七转蛊仙として、北原に覇を唱える巨頭、東方部族の大黒柱である。
然し今、彼の寿命は尽きんとしており、時の残り少ない中、後継ぎを急いで求めている。以前は東方長凡も選り好みが厳しく、何人か候補を目にしながらも中々(なか)気に入る者がいなかった。現在、東方余亮は全ての条件を満たす訳ではないが、比較的満足の行く人選と言える。
寿蛊は得難く、東方部族が超大世族であり、北原最大の勢力の一つであっても、その探索は容易ではない。
無論、此の中には正道蛊仙たちが非公式に連合し、東方長凡への寿蛊販売を禁じている事情も存在する。同様に、東方長凡の謀略に翻弄された魔道蛊仙たちは、彼に対し骨髄に徹する憎悪を抱いている。

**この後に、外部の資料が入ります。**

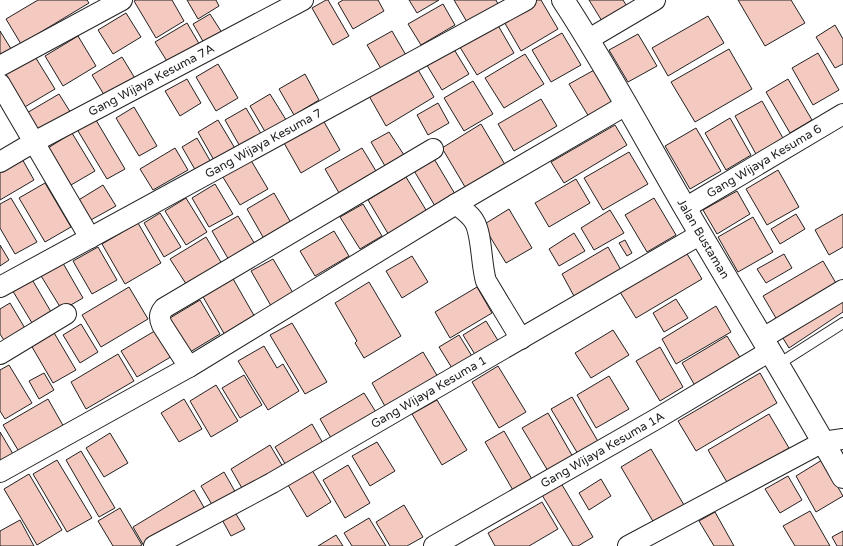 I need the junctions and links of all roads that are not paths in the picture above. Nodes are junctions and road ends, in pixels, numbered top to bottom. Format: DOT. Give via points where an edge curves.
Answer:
graph roads {
  1 [pos="122,0"];
  2 [pos="303,0"];
  3 [pos="526,0"];
  4 [pos="563,0"];
  5 [pos="655,0"];
  6 [pos="589,39"];
  7 [pos="0,66"];
  8 [pos="0,84"];
  9 [pos="626,105"];
  10 [pos="843,114"];
  11 [pos="34,142"];
  12 [pos="433,149"];
  13 [pos="0,162"];
  14 [pos="456,204"];
  15 [pos="685,208"];
  16 [pos="701,234"];
  17 [pos="90,238"];
  18 [pos="0,287"];
  19 [pos="843,290"];
  20 [pos="66,314"];
  21 [pos="843,324"];
  22 [pos="521,339"];
  23 [pos="770,351"];
  24 [pos="0,354"];
  25 [pos="189,367"];
  26 [pos="833,441"];
  27 [pos="0,472"];
  28 [pos="843,478"];
  29 [pos="154,546"];
  30 [pos="434,546"];
  31 [pos="628,546"];
  1 -- 7 [label="street"];
  2 -- 11 [label="street, Gang Wijaya Kesuma 7A"];
  3 -- 17 [label="street, Gang Wijaya Kesuma 7"];
  4 -- 6 [label="main road, Jalan Bustaman"];
  5 -- 6 [label="street"];
  6 -- 9 [label="main road, Jalan Bustaman"];
  8 -- 11 [label="street"];
  9 -- 14 [label="street"];
  9 -- 15 [label="main road, Jalan Bustaman"];
  10 -- 15 [label="street, Gang Wijaya Kesuma 6"];
  11 -- 13 [label="street, Gang Wijaya Kesuma 7A"];
  11 -- 17 [label="street"];
  12 -- 25 [label="street" via="164,308 160,312 162,325"];
  14 -- 22 [label="street" via="468,214 477,227 486,282"];
  14 -- 25 [label="street"];
  15 -- 16 [label="main road, Jalan Bustaman"];
  16 -- 22 [label="street, Gang Wijaya Kesuma 1"];
  16 -- 23 [label="main road, Jalan Bustaman"];
  17 -- 18 [label="street, Gang Wijaya Kesuma 7"];
  19 -- 23 [label="street, Gang Wijaya Kesuma 1A"];
  20 -- 24 [label="street"];
  21 -- 23 [label="lane"];
  22 -- 29 [label="street, Gang Wijaya Kesuma 1" via="272,483"];
  23 -- 26 [label="main road, Jalan Bustaman"];
  23 -- 30 [label="street, Gang Wijaya Kesuma 1A"];
  25 -- 27 [label="street"];
  26 -- 28 [label="main road, Jalan Bustaman"];
  26 -- 31 [label="street"];
}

東方長凡は無数の者を謀略にかけてきたが、人生の最終章に至って、遂に無数の者たちの共謀に晒されることとなった。
彼自身も理解していた。自れが得罪した蛊仙の数があまりにも多いこと、仮令正道といえども、彼の生存を望まないことを。
黒柏は悟っていた。此度東方長凡との会見が、北原の伝説的な蛊仙と最後に対面する機会となることを。故に、彼の心中には畏敬の念と追慕の情が渦巻いていた。
石桌の上で彩煙が絶え間なく滾り、戦場の様相を微塵も漏らさず二人の眼前に映し出していた。東方軍は元々(もともと)陣容で劣勢であったが、潘平が唐家族長を討ち取って以来、其の不利は一層深刻さを増していた。

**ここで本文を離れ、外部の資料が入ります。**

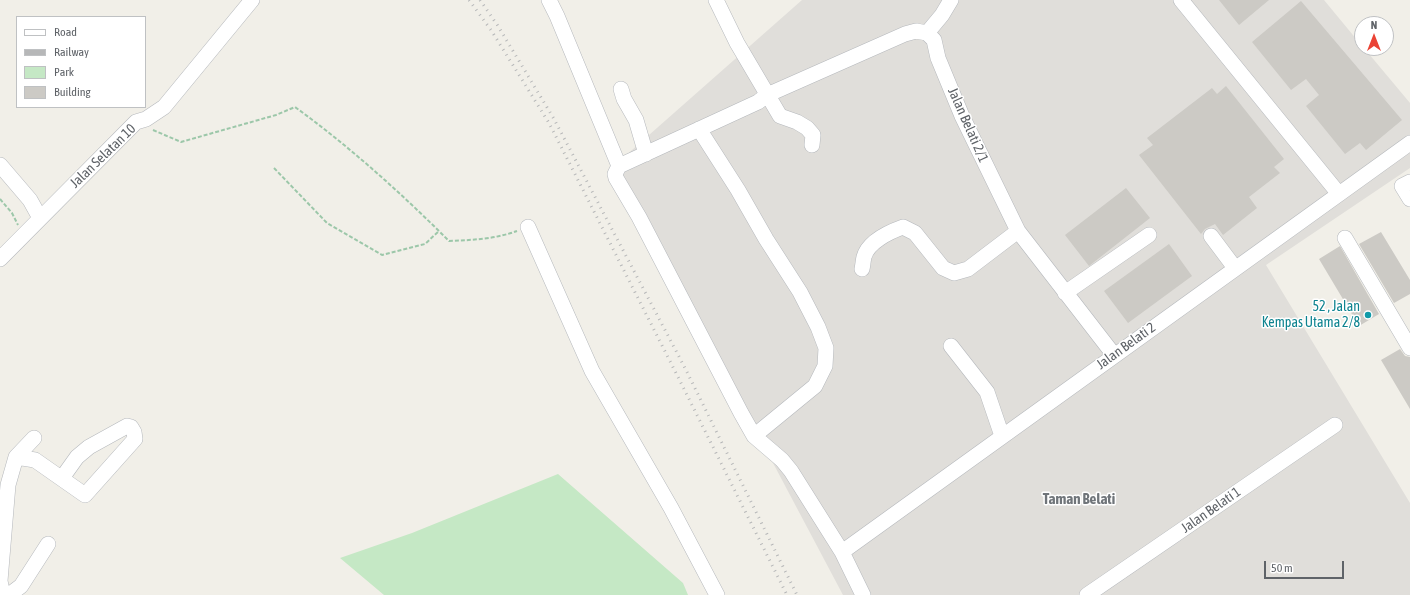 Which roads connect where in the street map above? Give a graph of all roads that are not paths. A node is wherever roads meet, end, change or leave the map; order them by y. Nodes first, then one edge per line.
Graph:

遂に東方余亮は自ら黒楼蘭に直接勝負を挑み、自ら戦場に降り立った。
彼は一己の力で、一寸の光をも掴み取らんと足掻いた。
然し終局、彼と黒楼蘭の勝負は付かず、相打ちの様相と成った。
日没と共に、黒楼蘭の一声の下、総攻撃の号令が下された。
夜の訪れと共に、夜狼の戦闘力は急騰した。狼の波は次々(つぎつぎ)と押し寄せ、方源の指揮の下、東方軍の最後の防衛線を襲い掛かった。
東方軍の士気は沮喪し、人心は離散していた。東方余亮が様々(さまざま)な手を打ったにも関わらず、防衛線は半刻も持たずに打ち破られた。
已む無く、東方余亮は敗北を認める他なかった。
此れをもって、黒家と東方家の大戦は幕を閉じ、黒楼蘭と東方余亮の個人的な因縁も、黒楼蘭の勝利という形で暫しの段落を迎えた。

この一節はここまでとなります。